**Exercise**
Print out the records in full, keeping each word unchanged.

Start of Extracted entries

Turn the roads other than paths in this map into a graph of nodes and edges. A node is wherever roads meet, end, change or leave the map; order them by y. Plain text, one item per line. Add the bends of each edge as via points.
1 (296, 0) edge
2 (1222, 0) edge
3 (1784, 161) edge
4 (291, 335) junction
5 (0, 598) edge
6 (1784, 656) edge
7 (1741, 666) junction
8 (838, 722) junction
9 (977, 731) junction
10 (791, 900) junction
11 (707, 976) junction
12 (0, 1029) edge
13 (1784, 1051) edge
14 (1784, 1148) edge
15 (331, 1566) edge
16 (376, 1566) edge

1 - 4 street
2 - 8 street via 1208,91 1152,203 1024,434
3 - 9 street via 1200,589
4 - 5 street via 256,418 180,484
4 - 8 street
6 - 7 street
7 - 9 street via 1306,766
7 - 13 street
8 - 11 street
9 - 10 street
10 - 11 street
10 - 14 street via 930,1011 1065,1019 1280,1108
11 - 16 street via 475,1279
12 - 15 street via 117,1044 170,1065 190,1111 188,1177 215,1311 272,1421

End of Extracted entries

**Solved exercise**
Turn the roads other than paths in this map into a graph of nodes and edges. A node is wherever roads meet, end, change or leave the map; order them by y. Plain text, one item per line. Add the bends of each edge as via points.
1 (296, 0) edge
2 (1222, 0) edge
3 (1784, 161) edge
4 (291, 335) junction
5 (0, 598) edge
6 (1784, 656) edge
7 (1741, 666) junction
8 (838, 722) junction
9 (977, 731) junction
10 (791, 900) junction
11 (707, 976) junction
12 (0, 1029) edge
13 (1784, 1051) edge
14 (1784, 1148) edge
15 (331, 1566) edge
16 (376, 1566) edge

1 - 4 street
2 - 8 street via 1208,91 1152,203 1024,434
3 - 9 street via 1200,589
4 - 5 street via 256,418 180,484
4 - 8 street
6 - 7 street
7 - 9 street via 1306,766
7 - 13 street
8 - 11 street
9 - 10 street
10 - 11 street
10 - 14 street via 930,1011 1065,1019 1280,1108
11 - 16 street via 475,1279
12 - 15 street via 117,1044 170,1065 190,1111 188,1177 215,1311 272,1421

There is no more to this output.